In layman’s terms: I don’t want to sleep with you. I don’t want to marry you. I’m just being nice.
Jeez.
But, this is where things get serious… because such stories do not always end there, and as I have learnt the hard way these seemingly harmless situations can take a turn for the sinister. I was sexually assaulted just over a month ago, and the most ridiculous thing about it all is that it has taken me a month to convince myself that someone putting their hand down my leggings and ripping off my underwear constituted a sexual assault. Such is the peril of accepting casual sexism as ‘a part of life’. All I knew is that walking home that night I felt so ashamed; not ashamed of what had happened but ashamed of myself: that I was someone who invoked such behaviour, that I was she who was deemed the type of girl who would accept such infringement of my bodily agency.
Dazed and confused I couldn’t speak of what had happened to me, but I knew that I had to confide in someone. Alas, naïve little utopian me could never in a million centuries have foretold the response I would get:
‘You should have seen it coming, you’re just too friendly’
And so I shut up and boxed up, racked with self-doubt and even guilt, determined to never talk about it again. But I couldn’t forget, and suddenly in the abyss of the grey area I was awakened by the black and white that had been screaming at me all along. This act was NOT consensual.
‘You should have seen it coming, you’re just too friendly’.
‘She was wearing a short skirt, so she deserved to get raped’.
No matter how much a man argues that a woman was smiling at him, batting her eyelids or wearing revealing clothing this will never afford him the right to treat her body as his own, or to assume her desire for sexual contact. Our society’s craving for hurly-burly macho men has for too long been complicit in the validation of sexual violence; a sexual violence that is all too often concealed under the mask of ‘joking around’.
And herein lies the age-old conundrum: how can a woman stand against an issue that is so often dismissed as simply an – if slightly pervy – act of fooling around? How is a woman supposed to lambaste an institution which makes jokes of wolf-whistling, bra un-doing, arse groping and breast ogling and which defends itself against its discontents with a rather (un)colourful vocabulary of “frigid”, “slut”, “cock tease” and all those in between?
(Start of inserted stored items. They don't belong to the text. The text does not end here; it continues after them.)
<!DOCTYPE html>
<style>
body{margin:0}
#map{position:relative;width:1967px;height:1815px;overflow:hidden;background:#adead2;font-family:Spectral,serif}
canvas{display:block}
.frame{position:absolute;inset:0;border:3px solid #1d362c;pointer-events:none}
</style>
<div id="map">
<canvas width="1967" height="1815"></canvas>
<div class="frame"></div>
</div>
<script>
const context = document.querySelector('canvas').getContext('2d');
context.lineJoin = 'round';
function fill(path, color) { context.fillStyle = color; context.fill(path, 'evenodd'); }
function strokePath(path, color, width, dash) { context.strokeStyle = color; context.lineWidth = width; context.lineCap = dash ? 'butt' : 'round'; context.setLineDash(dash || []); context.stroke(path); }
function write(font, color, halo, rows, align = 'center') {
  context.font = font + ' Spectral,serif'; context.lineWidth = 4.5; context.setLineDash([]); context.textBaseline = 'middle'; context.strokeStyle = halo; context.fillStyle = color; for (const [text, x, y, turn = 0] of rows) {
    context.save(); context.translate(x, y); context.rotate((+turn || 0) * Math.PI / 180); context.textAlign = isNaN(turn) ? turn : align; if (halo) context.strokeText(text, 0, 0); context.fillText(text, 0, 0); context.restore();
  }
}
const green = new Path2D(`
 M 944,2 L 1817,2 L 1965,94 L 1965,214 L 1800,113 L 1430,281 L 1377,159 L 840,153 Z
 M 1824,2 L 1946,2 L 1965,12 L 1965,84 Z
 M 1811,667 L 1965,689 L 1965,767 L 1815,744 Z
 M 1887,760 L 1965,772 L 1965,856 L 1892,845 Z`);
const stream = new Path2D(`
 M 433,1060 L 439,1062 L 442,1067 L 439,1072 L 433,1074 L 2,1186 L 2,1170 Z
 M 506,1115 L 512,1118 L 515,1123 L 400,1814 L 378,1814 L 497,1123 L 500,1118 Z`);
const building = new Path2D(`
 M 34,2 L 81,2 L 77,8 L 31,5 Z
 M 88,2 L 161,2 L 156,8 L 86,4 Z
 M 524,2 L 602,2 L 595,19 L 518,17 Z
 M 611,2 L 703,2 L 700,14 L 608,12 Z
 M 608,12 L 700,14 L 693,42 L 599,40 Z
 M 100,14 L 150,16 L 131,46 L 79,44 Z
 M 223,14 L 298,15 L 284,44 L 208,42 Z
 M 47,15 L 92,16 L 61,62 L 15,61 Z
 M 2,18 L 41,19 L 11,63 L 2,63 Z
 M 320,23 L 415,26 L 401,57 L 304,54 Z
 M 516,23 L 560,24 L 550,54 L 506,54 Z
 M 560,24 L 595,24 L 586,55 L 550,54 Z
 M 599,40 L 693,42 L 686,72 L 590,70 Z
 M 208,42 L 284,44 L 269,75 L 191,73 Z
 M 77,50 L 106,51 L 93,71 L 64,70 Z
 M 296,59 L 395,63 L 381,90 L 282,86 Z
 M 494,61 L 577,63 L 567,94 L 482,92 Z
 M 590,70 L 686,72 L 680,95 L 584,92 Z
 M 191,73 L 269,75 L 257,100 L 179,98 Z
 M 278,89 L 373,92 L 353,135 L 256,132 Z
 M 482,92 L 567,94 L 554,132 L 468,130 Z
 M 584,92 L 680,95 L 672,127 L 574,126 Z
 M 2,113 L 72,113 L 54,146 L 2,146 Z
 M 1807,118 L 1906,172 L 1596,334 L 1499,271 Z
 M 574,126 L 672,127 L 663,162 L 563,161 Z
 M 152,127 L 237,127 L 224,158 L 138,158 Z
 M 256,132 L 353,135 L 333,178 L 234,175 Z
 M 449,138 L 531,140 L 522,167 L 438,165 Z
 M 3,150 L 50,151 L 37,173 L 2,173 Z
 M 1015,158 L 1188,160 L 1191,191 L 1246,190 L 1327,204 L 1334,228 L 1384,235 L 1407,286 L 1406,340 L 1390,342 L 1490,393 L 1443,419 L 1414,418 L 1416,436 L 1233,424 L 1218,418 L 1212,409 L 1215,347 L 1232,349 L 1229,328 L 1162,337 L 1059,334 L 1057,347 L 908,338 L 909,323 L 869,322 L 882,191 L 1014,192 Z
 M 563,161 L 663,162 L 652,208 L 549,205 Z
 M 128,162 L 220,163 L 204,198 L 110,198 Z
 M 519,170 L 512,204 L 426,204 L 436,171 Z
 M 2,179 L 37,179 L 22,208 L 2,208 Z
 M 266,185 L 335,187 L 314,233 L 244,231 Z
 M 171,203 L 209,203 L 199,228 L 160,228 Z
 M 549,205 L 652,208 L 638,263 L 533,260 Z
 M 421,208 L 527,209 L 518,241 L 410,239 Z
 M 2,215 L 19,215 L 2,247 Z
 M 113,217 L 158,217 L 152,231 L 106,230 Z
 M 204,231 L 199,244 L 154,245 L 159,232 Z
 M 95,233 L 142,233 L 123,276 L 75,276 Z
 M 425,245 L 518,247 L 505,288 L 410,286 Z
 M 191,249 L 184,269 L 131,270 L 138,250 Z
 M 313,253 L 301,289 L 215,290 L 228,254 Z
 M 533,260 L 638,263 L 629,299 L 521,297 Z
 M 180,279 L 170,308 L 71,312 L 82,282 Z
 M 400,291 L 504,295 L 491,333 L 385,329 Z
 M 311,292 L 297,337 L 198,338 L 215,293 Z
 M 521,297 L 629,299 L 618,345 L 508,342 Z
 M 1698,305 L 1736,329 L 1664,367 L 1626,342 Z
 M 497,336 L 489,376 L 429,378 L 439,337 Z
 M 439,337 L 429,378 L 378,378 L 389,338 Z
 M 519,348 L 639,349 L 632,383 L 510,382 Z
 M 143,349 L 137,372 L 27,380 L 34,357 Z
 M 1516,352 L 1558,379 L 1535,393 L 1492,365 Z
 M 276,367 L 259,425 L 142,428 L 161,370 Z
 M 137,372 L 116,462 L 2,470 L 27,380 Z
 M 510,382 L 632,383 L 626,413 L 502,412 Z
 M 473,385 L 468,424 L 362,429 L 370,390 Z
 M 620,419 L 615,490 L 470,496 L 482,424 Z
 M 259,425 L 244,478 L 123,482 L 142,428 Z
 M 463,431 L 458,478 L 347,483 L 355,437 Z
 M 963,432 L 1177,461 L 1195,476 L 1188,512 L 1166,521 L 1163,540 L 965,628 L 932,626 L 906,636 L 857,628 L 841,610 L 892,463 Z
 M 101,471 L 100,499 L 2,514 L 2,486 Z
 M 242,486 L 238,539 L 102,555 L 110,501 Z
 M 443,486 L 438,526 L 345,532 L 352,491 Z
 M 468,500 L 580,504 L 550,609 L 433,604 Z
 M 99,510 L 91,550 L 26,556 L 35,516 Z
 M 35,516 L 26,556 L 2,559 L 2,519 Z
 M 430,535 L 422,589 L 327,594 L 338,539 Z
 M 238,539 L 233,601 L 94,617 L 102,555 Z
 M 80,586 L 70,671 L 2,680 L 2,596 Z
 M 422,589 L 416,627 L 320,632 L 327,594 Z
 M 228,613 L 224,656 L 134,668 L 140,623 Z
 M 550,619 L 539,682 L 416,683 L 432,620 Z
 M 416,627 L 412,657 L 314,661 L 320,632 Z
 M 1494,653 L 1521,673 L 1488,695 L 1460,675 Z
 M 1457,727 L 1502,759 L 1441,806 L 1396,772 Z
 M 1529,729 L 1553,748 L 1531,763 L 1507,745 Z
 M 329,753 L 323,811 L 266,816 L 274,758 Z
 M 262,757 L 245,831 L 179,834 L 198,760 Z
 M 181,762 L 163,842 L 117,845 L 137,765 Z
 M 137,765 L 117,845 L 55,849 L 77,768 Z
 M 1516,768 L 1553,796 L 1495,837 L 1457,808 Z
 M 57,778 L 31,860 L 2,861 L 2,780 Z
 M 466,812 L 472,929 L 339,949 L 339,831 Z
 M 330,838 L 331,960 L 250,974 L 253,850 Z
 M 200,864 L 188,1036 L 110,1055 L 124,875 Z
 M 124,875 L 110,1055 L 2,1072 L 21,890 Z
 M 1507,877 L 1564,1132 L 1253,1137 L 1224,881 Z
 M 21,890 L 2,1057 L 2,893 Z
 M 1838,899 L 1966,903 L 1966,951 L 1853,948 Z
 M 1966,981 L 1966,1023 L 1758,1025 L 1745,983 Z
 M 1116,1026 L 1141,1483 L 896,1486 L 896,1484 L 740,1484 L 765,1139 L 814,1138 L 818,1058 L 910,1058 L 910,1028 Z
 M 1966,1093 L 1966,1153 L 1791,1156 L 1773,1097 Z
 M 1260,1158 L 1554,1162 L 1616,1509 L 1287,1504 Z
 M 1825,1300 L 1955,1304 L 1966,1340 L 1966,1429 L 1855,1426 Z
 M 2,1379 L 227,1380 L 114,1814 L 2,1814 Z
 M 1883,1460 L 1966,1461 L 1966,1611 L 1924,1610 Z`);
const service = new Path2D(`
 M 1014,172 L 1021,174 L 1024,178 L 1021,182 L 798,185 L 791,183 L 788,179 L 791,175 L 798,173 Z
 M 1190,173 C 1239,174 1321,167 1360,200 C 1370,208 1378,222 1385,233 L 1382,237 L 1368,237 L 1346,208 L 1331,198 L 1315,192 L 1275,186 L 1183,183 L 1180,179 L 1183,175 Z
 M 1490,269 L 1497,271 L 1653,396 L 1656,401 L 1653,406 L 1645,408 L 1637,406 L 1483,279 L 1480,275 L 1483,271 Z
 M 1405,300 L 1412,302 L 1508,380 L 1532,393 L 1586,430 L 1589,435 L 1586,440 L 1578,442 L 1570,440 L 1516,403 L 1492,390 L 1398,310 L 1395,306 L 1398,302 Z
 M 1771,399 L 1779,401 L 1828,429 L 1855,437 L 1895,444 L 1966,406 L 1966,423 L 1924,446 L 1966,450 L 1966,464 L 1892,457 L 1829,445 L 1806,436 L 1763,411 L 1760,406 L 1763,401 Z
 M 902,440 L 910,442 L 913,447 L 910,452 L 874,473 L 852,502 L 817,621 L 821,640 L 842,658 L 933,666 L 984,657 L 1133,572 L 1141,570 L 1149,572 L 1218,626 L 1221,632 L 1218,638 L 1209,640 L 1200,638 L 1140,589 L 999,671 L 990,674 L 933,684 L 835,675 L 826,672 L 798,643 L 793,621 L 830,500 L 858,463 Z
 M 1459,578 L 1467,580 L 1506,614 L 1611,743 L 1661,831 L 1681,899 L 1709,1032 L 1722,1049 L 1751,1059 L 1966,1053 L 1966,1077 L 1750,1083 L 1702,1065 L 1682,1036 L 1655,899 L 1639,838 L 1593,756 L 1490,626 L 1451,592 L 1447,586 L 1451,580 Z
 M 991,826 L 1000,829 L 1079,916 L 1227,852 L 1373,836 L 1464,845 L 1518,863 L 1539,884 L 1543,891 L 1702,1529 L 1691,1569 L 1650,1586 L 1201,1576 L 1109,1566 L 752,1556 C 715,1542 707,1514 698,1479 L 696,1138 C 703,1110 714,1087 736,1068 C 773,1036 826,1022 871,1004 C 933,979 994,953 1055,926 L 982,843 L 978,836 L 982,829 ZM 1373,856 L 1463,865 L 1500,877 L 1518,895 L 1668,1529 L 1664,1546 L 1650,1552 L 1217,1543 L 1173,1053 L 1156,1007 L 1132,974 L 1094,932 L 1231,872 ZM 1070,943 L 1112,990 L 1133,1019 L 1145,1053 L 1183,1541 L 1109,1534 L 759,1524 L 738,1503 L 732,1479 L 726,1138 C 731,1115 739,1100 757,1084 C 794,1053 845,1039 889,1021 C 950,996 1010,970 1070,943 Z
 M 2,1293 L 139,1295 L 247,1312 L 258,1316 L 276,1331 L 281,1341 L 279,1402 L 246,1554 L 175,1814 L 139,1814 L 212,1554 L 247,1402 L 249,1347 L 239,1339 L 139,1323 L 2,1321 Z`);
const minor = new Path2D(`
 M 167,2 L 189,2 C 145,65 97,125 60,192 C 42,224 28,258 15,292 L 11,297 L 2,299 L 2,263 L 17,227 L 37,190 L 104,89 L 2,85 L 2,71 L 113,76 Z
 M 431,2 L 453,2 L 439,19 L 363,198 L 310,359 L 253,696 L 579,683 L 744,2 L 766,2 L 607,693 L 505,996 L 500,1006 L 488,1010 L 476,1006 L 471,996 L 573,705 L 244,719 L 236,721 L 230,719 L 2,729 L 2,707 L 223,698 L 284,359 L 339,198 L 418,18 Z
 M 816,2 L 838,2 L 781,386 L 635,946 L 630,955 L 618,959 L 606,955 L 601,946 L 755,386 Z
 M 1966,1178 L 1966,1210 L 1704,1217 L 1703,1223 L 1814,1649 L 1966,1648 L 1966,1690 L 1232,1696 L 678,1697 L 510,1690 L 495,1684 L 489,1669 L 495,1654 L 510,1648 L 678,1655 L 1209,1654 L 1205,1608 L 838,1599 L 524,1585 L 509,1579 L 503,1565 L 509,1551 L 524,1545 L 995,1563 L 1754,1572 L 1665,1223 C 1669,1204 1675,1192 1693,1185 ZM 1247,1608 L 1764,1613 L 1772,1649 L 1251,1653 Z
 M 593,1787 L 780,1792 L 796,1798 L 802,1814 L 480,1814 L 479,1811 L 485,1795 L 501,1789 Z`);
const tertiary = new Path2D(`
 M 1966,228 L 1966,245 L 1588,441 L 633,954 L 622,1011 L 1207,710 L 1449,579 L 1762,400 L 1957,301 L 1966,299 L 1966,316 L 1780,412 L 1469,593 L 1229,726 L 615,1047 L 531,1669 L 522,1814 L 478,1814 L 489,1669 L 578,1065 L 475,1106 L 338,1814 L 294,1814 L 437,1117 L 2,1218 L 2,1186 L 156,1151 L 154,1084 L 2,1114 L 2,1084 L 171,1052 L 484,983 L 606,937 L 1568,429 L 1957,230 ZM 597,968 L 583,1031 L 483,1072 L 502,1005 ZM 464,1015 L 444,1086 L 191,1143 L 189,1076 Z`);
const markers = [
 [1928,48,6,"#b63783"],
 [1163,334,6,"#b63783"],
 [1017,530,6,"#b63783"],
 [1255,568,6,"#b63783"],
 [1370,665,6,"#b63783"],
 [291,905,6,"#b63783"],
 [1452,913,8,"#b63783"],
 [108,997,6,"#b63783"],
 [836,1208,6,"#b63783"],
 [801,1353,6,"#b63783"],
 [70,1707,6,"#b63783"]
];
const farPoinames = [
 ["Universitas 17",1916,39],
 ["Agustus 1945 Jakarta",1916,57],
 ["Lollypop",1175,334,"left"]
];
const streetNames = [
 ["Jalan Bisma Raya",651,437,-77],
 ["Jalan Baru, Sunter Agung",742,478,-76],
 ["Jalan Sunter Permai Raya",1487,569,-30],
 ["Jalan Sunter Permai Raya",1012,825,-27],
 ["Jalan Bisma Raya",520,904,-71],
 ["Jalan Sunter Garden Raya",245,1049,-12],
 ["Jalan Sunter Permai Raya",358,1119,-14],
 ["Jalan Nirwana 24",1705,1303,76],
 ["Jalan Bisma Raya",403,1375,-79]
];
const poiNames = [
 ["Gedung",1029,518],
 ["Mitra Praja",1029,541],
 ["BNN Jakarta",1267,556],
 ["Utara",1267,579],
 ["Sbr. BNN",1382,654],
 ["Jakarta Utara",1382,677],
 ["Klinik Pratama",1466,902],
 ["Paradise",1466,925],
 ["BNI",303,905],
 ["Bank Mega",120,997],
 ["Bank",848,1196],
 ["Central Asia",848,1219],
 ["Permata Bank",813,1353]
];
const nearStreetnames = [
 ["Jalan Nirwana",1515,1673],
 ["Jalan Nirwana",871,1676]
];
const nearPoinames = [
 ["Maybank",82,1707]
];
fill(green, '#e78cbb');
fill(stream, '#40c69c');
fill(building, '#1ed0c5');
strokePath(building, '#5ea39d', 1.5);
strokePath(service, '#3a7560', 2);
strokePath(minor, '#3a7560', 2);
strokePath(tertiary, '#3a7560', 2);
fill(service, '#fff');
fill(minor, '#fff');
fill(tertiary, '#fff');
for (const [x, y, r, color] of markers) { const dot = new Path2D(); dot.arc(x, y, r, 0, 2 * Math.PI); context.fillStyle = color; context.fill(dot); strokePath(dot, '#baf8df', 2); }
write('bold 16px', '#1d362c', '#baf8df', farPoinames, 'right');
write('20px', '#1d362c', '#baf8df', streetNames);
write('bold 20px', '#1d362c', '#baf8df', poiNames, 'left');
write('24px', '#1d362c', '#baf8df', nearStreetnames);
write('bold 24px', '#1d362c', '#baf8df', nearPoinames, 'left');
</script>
Can such women really be blamed for their hesitation in seeking justice when a line so visible and logical is so frequently blurred on a patriarchal whim?
But we know that these men cannot be allowed to go unchallenged. We must hold them accountable for their actions if we are to hold any hope of pursuing a society where all are free, and where violence does not equal power.
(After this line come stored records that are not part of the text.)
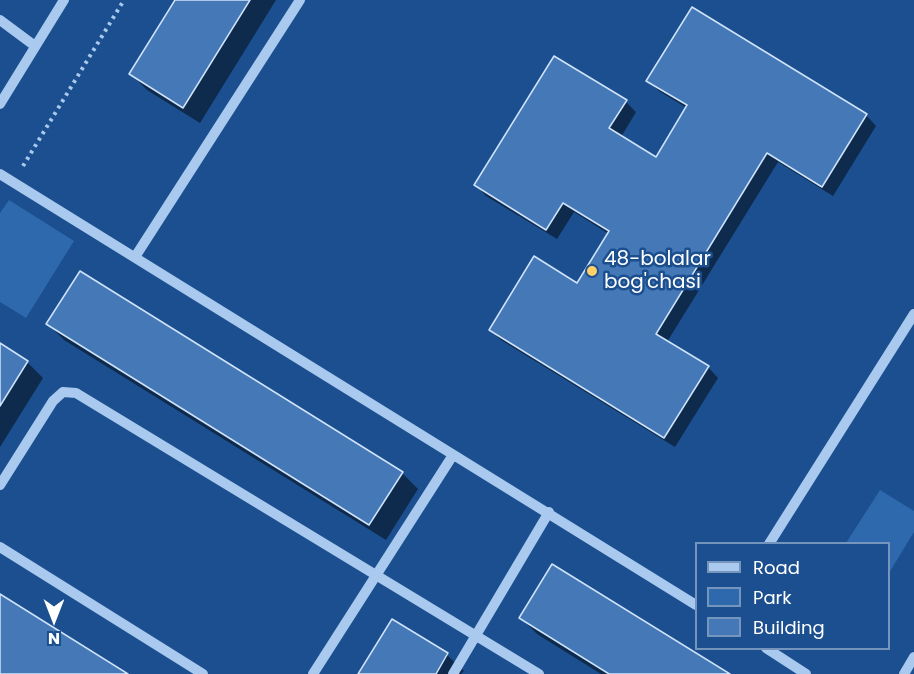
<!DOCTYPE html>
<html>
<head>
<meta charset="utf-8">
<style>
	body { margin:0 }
	#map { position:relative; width:914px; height:674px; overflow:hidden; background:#1b4f8f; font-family:Poppins,sans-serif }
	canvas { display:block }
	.legend { position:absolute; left:695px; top:542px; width:195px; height:108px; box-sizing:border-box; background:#1b4f8f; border:2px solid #7695bc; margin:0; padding:8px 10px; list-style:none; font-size:18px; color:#fff }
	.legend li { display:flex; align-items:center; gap:12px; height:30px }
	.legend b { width:30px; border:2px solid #7695bc }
	.north { position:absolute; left:24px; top:590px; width:60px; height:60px; -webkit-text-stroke:4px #1b4f8f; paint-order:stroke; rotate:180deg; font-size:16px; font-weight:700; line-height:24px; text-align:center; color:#fff }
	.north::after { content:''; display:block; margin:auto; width:21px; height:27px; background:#fff; clip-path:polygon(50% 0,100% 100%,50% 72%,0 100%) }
</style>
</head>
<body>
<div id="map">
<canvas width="914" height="674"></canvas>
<ul class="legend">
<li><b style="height:8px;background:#a9c9ee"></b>Road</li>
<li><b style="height:16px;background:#2e69ad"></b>Park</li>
<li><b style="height:16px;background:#4478b7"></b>Building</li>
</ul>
<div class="north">N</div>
</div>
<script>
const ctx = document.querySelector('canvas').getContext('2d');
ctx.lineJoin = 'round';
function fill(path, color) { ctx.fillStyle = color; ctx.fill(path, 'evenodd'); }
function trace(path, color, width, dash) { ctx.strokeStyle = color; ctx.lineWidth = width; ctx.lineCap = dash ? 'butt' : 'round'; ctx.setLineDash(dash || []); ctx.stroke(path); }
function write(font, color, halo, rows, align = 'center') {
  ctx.font = font + ' Poppins,sans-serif'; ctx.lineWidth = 5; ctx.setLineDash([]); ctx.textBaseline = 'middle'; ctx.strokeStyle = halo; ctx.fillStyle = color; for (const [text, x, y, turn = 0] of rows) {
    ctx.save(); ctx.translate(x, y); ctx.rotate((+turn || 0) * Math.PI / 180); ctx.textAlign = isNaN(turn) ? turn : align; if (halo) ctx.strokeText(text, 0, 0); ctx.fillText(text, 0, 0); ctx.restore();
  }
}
fill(new Path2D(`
	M9 200 74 241 26 318 0 302V213Z
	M880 490 914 511V532L889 573 888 544 846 543Z`), '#2e69ad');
fill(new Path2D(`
	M176 0H276L200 123 147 90 131 74Z
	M648 80 866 115 876 126 833 196 778 162 667 342 708 367 718 378 675 447 501 340 490 330 577 285 609 234 574 212 557 239 486 196 476 185 626 102 636 112 621 137 656 159 687 108 659 91Z
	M48 324 402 473 418 489 386 540 64 340Z
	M0 345 27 362 43 378 0 447Z
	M521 618 726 674H601L537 634Z
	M393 621 447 655 464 671 461 674H360Z`), '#0007');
const building = new Path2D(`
	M175 0H250L183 108 129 74Z
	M692 7 867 114 822 187 767 153 656 334 709 366 664 438 489 330 534 256 577 283 609 231 563 203 546 230 474 185 554 56 627 100 609 128 656 157 687 105 646 81Z
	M80 271 403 472 369 525 46 324Z
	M0 343 28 361 0 406Z
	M552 564 730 674H609L519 618Z
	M0 594 128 674H0Z
	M392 619 448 653 436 674H358Z`);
fill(building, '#4478b7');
trace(building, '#cfe3fa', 1.5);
trace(new Path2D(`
	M23 166 124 0`), '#a9c9ee', 4, [3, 4.5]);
trace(new Path2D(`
	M0 20 35 46
	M0 104 64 0
	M0 174 696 605
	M135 257 300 0
	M0 485 53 401 63 392 76 393 539 674
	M769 544 914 314
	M0 547 203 674
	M766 648 806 674
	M313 674 453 455
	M453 674 549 512
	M904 674 914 657`), '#a9c9ee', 10);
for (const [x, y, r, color] of [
	[592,271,6,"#ffd166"]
]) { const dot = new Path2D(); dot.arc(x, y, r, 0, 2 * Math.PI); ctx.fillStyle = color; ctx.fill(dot); trace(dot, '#1b4f8f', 2); }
write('20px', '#fff', '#1b4f8f', [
	["48-bolalar",604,260],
	["bog'chasi",604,283]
], 'left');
</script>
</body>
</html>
So what to do of this problem? … Off with his balls? Hang him from the nearest bridge? Put him in a wheelchair for the rest of his days?
But somehow I feel uncomfortable with this course of action; I know that this brutality cannot be forgotten but I’m at a loss as to how I can regain peace of mind after such a violation of my sense of self.
And so instead I pick up my pen. It may not be the perfect solution, but it’s a start. One woman slapping a man round the face, however satisfying that may be, will only serve to scrape the surface of an issue which runs deep into the make-up of our society; a society which consistently opts to blame the female in order to deny the crimes of the male. I don’t have all the answers, I wish I did, but I do know that two wrongs can never make a right and that instead we must find a way together to confront this mentality which on a daily basis endorses the defilement of women in the name of the oldest alibi in the book: ‘banter’.
The wise and beautiful Kimya Dawson once sang:
‘I want to bash your head in with a crowbar, but the cycle of violence has to end somewhere’.